What you are asked to do → Line by line, set down the records below from the first line through the line containing "ring tip: (278, 182)". Omit the pictures.

[Items from a data source]
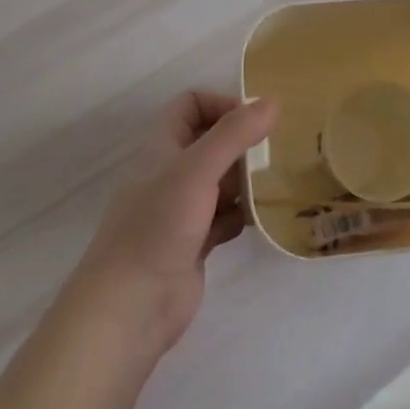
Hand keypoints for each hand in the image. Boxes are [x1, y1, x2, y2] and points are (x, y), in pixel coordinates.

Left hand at [68, 92, 276, 355]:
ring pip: (221, 181)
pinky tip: (262, 219)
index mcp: (162, 146)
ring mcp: (181, 210)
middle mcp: (170, 172)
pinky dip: (243, 215)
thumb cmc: (159, 225)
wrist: (130, 306)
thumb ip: (235, 134)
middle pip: (211, 142)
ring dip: (247, 180)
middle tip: (276, 152)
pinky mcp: (194, 243)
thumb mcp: (198, 169)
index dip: (221, 104)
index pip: (191, 105)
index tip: (255, 121)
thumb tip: (272, 102)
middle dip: (243, 144)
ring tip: (278, 182)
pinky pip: (225, 218)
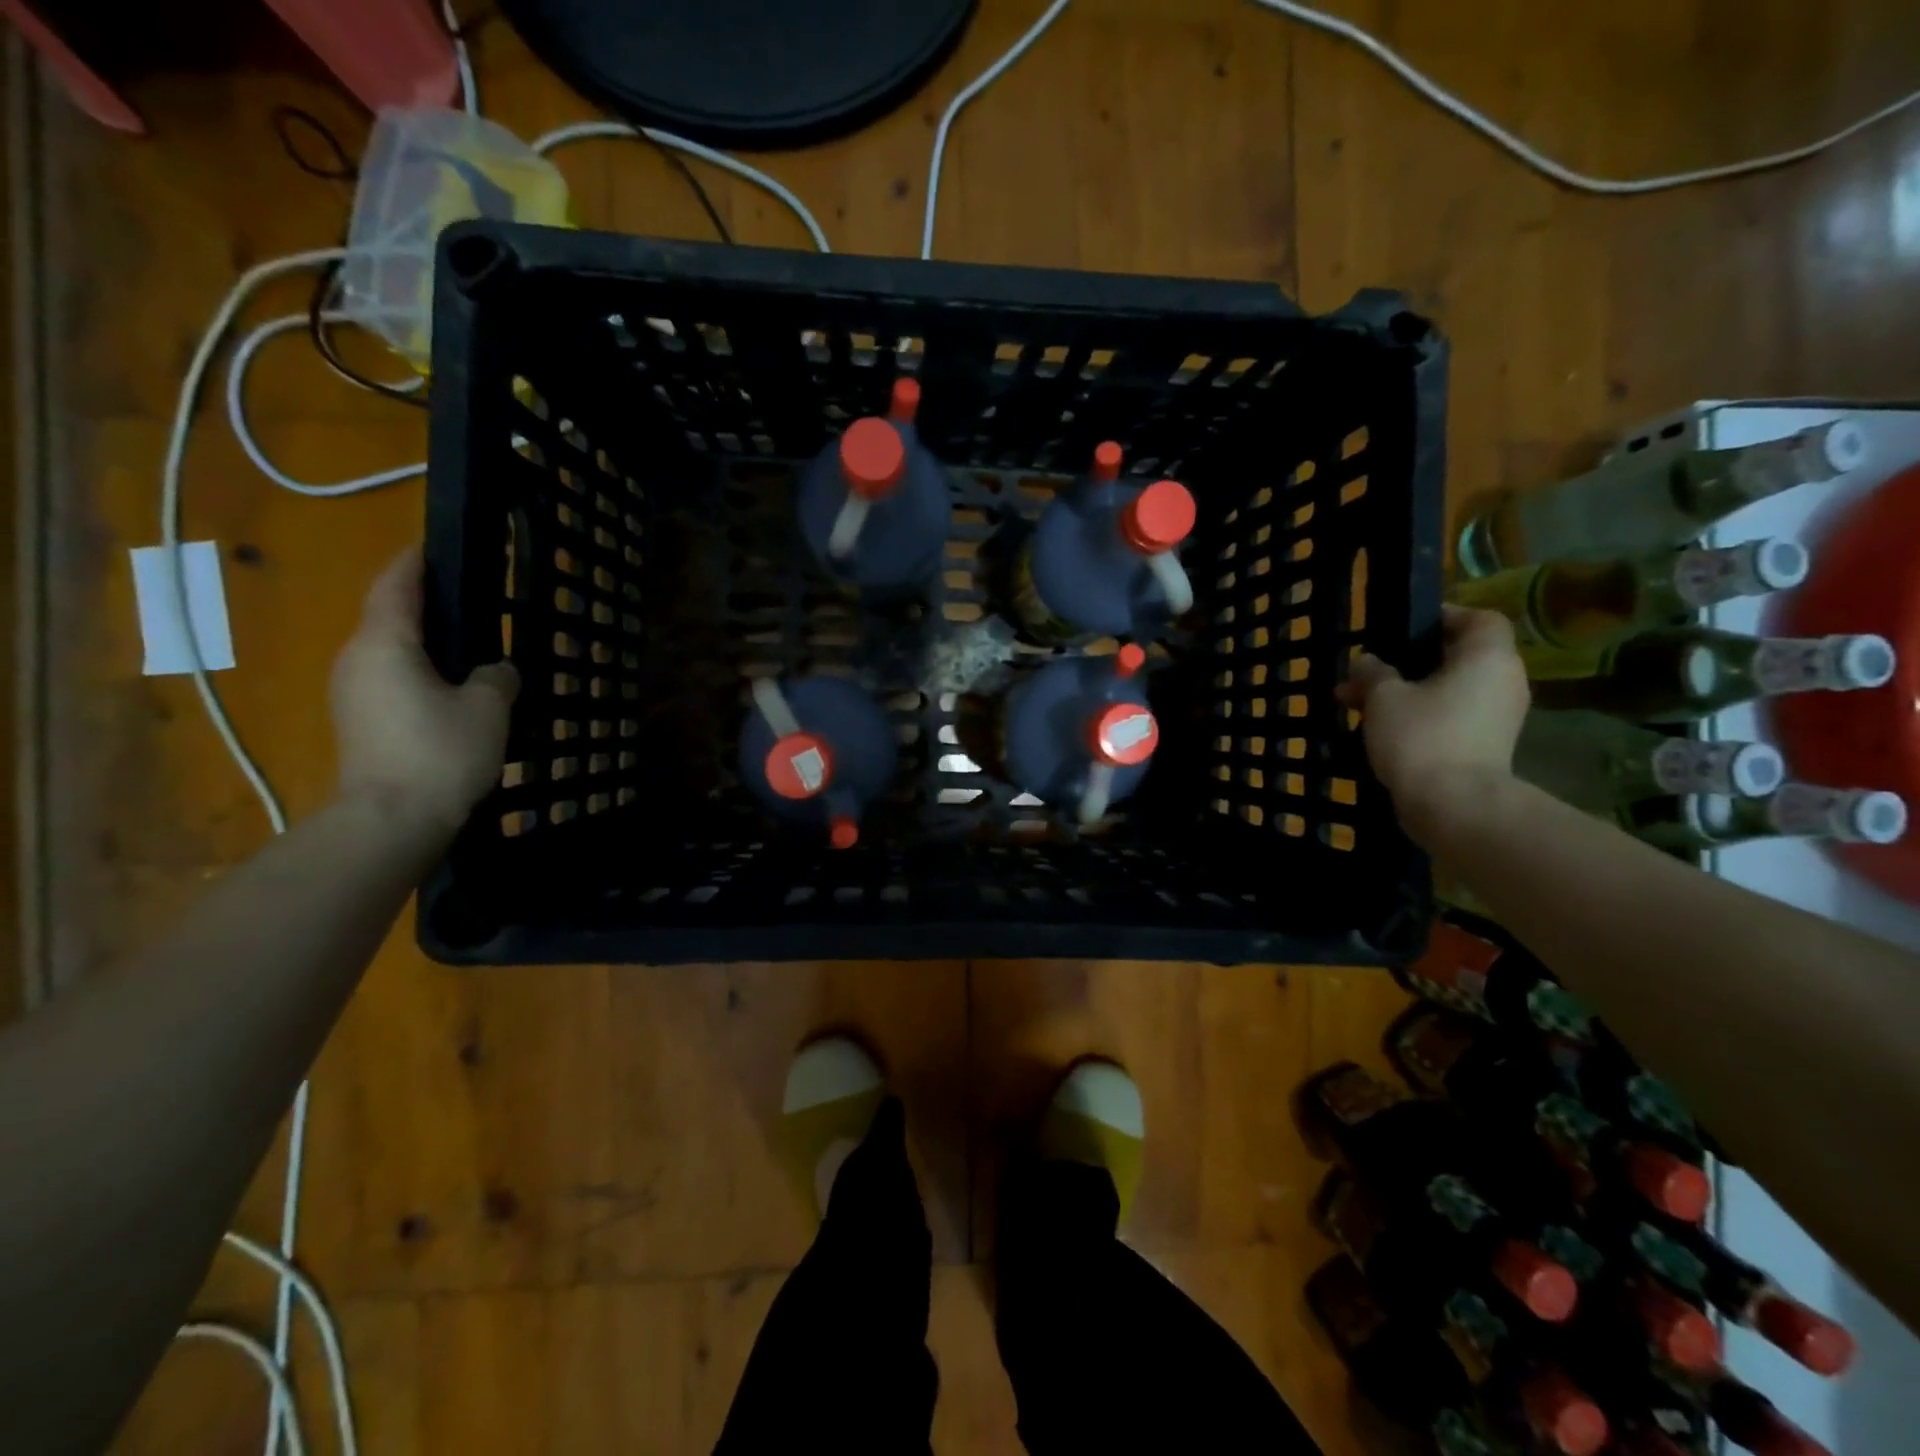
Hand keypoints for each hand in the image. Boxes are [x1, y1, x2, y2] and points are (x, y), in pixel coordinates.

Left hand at [330, 546, 518, 833]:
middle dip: (422, 604)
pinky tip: (451, 688)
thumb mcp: (488, 707)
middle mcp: (356, 659)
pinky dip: (418, 672)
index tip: (433, 544)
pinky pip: (390, 680)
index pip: (396, 585)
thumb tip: (495, 670)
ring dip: (422, 643)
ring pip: (389, 652)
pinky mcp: (359, 723)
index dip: (415, 562)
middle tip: (466, 600)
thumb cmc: (440, 751)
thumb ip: (496, 676)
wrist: (391, 821)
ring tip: (466, 645)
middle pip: (388, 617)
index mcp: (384, 643)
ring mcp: (351, 693)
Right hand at [1336, 604, 1529, 846]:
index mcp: (1487, 657)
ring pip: (1448, 691)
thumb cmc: (1422, 736)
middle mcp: (1503, 681)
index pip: (1479, 619)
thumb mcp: (1383, 697)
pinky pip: (1451, 717)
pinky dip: (1420, 717)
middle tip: (1366, 674)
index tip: (1404, 630)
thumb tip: (1367, 662)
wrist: (1454, 805)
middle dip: (1408, 664)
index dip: (1444, 618)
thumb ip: (1373, 673)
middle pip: (1457, 658)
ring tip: (1360, 706)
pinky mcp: (1486, 746)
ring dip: (1407, 693)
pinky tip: (1381, 731)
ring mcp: (1498, 717)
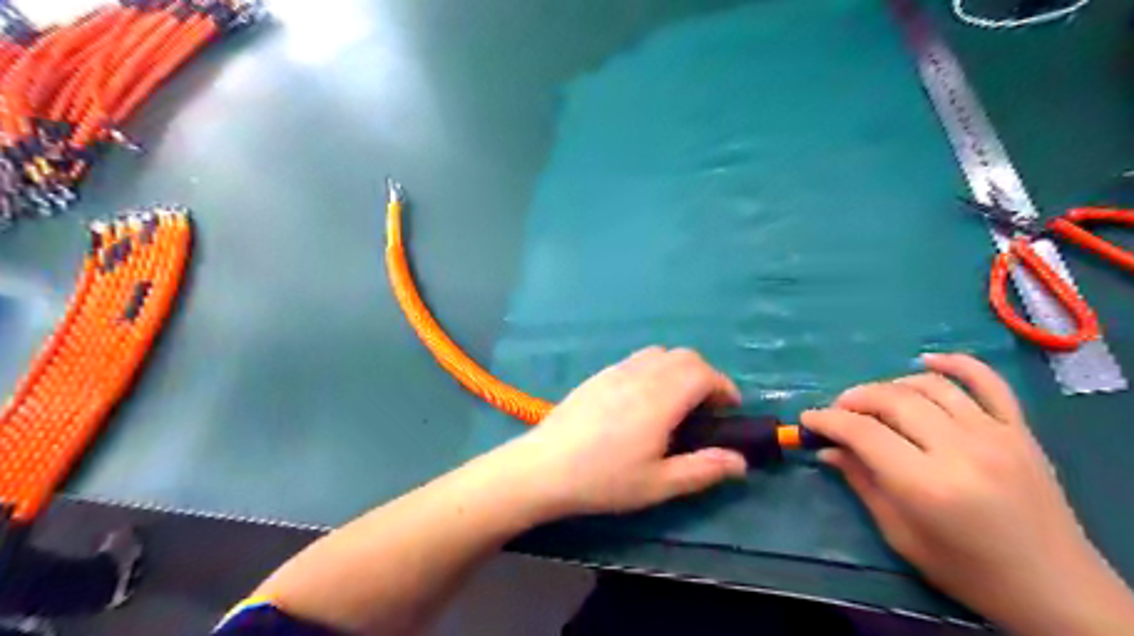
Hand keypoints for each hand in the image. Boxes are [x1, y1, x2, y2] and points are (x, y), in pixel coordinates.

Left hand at [495, 347, 746, 521]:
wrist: (543, 467)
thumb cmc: (603, 479)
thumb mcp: (658, 484)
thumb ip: (703, 469)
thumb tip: (741, 462)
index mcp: (660, 398)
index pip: (703, 373)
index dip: (724, 386)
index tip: (730, 409)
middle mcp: (640, 375)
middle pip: (684, 356)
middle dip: (705, 376)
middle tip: (706, 409)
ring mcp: (616, 371)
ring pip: (659, 353)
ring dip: (679, 370)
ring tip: (676, 403)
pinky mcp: (598, 375)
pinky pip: (636, 360)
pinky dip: (654, 370)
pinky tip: (642, 401)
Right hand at [802, 354, 1132, 635]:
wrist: (1054, 587)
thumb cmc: (967, 570)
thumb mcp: (900, 534)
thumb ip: (861, 482)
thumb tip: (826, 449)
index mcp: (927, 485)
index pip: (863, 433)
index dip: (828, 420)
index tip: (808, 419)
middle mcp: (961, 451)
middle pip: (893, 401)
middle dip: (854, 399)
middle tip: (837, 410)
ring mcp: (996, 435)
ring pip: (931, 387)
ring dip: (891, 385)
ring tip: (873, 399)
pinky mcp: (1020, 431)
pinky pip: (988, 382)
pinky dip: (956, 363)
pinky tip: (926, 362)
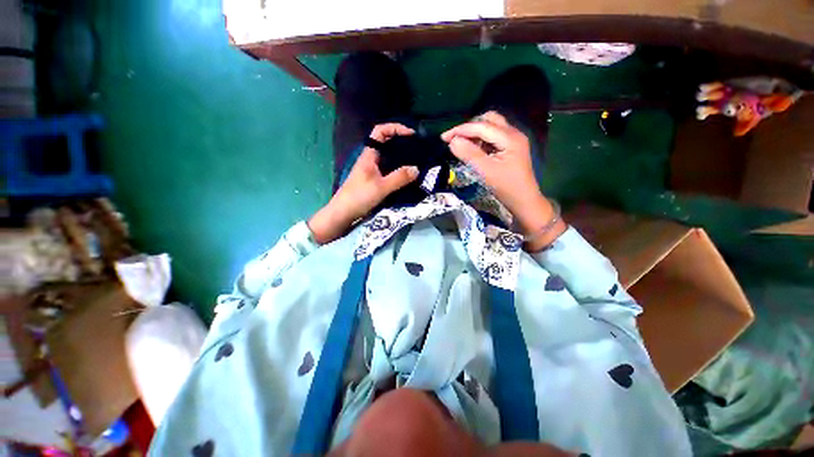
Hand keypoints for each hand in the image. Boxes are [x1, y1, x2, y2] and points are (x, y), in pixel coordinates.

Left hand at [309, 123, 418, 243]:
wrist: (343, 213)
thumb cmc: (359, 197)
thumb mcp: (381, 187)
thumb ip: (399, 178)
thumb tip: (417, 169)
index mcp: (369, 155)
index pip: (380, 131)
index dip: (395, 128)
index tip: (411, 135)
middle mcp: (371, 159)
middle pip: (386, 143)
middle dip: (402, 142)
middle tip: (418, 149)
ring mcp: (372, 170)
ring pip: (389, 158)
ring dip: (402, 157)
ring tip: (417, 161)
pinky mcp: (374, 180)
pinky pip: (389, 170)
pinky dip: (399, 170)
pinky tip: (407, 176)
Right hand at [441, 112, 564, 250]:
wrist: (524, 201)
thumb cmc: (506, 187)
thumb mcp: (486, 171)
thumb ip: (469, 154)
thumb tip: (452, 141)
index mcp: (510, 138)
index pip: (481, 126)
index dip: (461, 130)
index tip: (444, 138)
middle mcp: (513, 133)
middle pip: (488, 120)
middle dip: (469, 127)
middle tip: (455, 140)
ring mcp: (513, 139)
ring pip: (491, 126)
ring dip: (475, 132)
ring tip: (463, 145)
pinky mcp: (511, 146)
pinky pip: (493, 136)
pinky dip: (481, 139)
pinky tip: (474, 149)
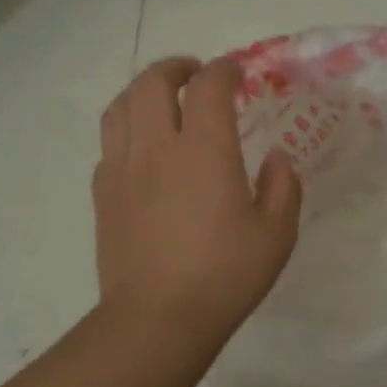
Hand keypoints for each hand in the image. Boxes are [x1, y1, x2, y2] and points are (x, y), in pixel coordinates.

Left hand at [93, 57, 301, 345]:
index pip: (209, 86)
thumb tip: (276, 158)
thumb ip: (283, 187)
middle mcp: (158, 147)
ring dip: (144, 90)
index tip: (238, 74)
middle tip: (196, 75)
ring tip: (163, 99)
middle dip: (176, 68)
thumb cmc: (225, 276)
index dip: (225, 70)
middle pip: (153, 82)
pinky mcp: (103, 193)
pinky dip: (128, 128)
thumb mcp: (276, 234)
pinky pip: (110, 141)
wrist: (157, 318)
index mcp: (205, 150)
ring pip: (121, 106)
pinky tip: (144, 148)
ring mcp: (122, 168)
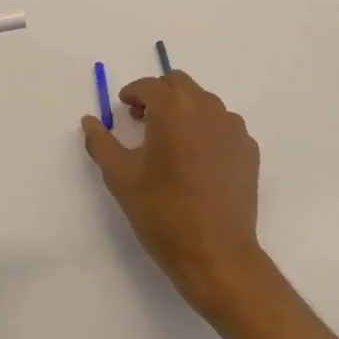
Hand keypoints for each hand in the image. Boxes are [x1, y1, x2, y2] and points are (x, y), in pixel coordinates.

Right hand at [81, 71, 263, 316]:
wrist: (216, 254)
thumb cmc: (163, 213)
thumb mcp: (121, 178)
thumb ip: (101, 143)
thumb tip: (89, 120)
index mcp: (173, 108)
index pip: (149, 86)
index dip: (133, 94)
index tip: (124, 109)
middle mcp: (206, 107)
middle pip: (179, 84)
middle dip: (159, 95)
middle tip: (144, 121)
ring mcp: (232, 126)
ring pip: (203, 102)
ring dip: (184, 110)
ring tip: (172, 142)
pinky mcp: (248, 147)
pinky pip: (223, 125)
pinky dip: (207, 130)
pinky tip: (198, 160)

The completed task →
Hand keypoints for each hand in the image. Boxes are [x1, y1, x2, y2] and points are (x, y), in pixel coordinates.

Left hand at [68, 92, 276, 355]:
ring pip: (221, 181)
pinky tip: (262, 219)
index mcp: (162, 146)
ring mcp: (181, 210)
middle mcp: (170, 172)
pinky dip: (243, 215)
thumb cmc: (159, 225)
wrist: (130, 306)
thumb ip: (235, 134)
middle pip: (211, 142)
ring dip: (247, 180)
middle tip: (276, 152)
pinky mcp: (194, 243)
thumb mcp: (198, 169)
index dip: (221, 104)
index pip: (191, 105)
index tip: (255, 121)
thumb tip: (272, 102)
middle dip: (243, 144)
ring tip: (278, 182)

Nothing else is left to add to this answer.